Kate Sweeney's name might sound familiar. In addition to being a producer at local NPR affiliate WABE (90.1-FM), she's also the co-founder with Dionne Irving of True Story, a bimonthly reading series at Kavarna in Oakhurst. At True Story, presenters, typically authors and journalists, are asked to bring an artifact from their past and share the real stories behind them. The series has been known to evoke rivaling amounts of laughter and tears.
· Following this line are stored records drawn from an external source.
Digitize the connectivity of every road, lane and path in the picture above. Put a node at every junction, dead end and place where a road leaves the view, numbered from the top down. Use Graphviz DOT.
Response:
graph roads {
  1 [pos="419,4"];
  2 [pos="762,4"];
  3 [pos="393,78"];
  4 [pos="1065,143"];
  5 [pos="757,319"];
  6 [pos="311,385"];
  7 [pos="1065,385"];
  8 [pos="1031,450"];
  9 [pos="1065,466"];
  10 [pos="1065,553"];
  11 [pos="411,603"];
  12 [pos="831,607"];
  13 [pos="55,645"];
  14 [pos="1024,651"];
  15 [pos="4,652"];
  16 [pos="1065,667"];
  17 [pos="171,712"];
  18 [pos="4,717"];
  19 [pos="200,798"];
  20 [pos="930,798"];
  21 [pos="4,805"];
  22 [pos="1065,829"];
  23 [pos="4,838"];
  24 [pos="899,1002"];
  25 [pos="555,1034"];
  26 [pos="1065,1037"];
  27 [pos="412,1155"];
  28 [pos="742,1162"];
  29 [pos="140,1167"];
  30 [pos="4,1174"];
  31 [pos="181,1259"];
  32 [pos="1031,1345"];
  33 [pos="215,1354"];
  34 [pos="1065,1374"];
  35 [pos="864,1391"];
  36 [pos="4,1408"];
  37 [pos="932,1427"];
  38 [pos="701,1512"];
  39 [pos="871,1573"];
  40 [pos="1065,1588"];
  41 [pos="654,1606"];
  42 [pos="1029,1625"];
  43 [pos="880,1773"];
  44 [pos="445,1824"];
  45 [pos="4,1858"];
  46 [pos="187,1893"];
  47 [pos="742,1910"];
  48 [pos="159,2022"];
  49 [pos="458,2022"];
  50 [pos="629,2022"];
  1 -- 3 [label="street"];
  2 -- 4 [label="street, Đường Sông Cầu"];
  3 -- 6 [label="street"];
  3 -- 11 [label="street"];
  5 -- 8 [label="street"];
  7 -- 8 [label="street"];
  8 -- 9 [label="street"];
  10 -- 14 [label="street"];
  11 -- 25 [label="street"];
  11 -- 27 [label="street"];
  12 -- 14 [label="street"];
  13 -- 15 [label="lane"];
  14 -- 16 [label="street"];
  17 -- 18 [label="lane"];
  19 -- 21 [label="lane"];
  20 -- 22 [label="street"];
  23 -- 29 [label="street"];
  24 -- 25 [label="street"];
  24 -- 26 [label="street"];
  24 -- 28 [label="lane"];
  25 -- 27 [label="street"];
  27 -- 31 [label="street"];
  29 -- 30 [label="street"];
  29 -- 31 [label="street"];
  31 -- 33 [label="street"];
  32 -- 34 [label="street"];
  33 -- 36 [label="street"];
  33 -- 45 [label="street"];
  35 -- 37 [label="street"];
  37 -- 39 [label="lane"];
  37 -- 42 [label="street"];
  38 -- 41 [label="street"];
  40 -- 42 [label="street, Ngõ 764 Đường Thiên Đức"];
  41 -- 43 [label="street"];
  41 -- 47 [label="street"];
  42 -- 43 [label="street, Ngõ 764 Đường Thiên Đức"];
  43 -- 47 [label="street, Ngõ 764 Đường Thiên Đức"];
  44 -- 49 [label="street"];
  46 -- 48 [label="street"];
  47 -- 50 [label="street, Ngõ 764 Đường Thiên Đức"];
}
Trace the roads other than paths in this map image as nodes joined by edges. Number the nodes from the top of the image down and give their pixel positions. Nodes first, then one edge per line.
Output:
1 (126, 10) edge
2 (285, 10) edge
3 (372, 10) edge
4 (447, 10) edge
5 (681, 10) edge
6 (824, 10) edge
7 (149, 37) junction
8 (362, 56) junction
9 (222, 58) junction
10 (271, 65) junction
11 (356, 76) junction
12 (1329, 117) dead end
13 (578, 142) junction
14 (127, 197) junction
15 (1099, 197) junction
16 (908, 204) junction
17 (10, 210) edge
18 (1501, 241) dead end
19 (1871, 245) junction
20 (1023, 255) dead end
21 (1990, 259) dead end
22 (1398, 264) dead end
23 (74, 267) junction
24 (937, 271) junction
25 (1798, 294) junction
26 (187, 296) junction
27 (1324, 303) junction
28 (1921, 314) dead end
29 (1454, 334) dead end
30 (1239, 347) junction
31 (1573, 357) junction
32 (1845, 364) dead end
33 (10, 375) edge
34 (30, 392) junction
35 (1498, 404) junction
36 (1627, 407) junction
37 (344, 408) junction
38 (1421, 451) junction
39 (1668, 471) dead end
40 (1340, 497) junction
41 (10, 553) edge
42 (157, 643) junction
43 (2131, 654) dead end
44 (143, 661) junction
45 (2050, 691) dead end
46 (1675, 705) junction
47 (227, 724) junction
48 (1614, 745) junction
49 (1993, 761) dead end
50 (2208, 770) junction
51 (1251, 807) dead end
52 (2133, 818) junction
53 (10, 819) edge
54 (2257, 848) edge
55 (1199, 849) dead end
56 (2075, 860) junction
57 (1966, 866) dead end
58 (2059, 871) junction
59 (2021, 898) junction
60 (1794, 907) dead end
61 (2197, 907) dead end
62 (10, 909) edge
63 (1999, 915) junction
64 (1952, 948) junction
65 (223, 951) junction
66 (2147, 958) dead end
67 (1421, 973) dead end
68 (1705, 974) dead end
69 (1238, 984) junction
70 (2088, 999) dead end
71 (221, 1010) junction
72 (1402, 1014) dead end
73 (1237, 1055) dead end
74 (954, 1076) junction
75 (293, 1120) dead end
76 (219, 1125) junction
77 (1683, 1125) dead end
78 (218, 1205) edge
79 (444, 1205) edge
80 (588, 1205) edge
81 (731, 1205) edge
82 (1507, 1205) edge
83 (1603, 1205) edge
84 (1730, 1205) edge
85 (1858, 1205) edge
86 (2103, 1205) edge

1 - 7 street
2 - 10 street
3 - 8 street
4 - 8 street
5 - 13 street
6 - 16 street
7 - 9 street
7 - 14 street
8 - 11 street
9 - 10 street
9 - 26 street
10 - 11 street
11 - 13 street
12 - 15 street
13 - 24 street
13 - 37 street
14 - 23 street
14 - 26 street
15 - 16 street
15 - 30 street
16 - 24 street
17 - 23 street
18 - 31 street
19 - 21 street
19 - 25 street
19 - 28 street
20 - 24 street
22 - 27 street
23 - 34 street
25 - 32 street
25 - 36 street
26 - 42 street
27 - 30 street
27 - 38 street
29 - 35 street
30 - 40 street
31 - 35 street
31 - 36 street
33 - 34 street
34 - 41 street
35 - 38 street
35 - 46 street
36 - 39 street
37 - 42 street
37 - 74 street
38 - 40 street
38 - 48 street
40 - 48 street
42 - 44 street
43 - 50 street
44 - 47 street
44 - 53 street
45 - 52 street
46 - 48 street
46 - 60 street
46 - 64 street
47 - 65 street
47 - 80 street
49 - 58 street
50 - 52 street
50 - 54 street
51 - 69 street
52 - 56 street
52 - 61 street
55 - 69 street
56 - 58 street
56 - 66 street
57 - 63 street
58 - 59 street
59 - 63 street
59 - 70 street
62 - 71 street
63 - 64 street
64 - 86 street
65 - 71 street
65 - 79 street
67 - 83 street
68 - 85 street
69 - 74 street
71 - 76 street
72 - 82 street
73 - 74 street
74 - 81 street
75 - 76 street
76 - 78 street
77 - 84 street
Sweeney's drawn to nonfiction for her own writing as well. UGA Press will publish her book American Afterlife in the coming year. The book focuses on our nation's death customs, a subject that piqued Sweeney's interest when she read an article about a green burial cemetery by Tad Friend in the New Yorker. After doing some independent research on the subject, and then writing an article on it for Oxford American, more stories unfolded. "I ended up writing about the stories of folks personally involved with death: the woman who sets up the roadside memorial for her 19-year-old daughter, the fourth-generation small-town funeral director, even the Civil War widow who fashions memorial jewelry from her dead husband's hair," she says. "There were these amazing commonalities in the reasons people give for remembering their dead the way they do. It's sad and odd, but also poignant and, at times, really funny."

No matter the medium — radio production, writing, speaking — the truth remains Sweeney's muse: "I would hope, someday, to arrive at a larger truth or two through my work. I think that's what draws poets, writers — any artist — to obsess over the concrete subjects they're drawn to. The concrete illuminates the abstractions we can't quite touch, and that's what drives us."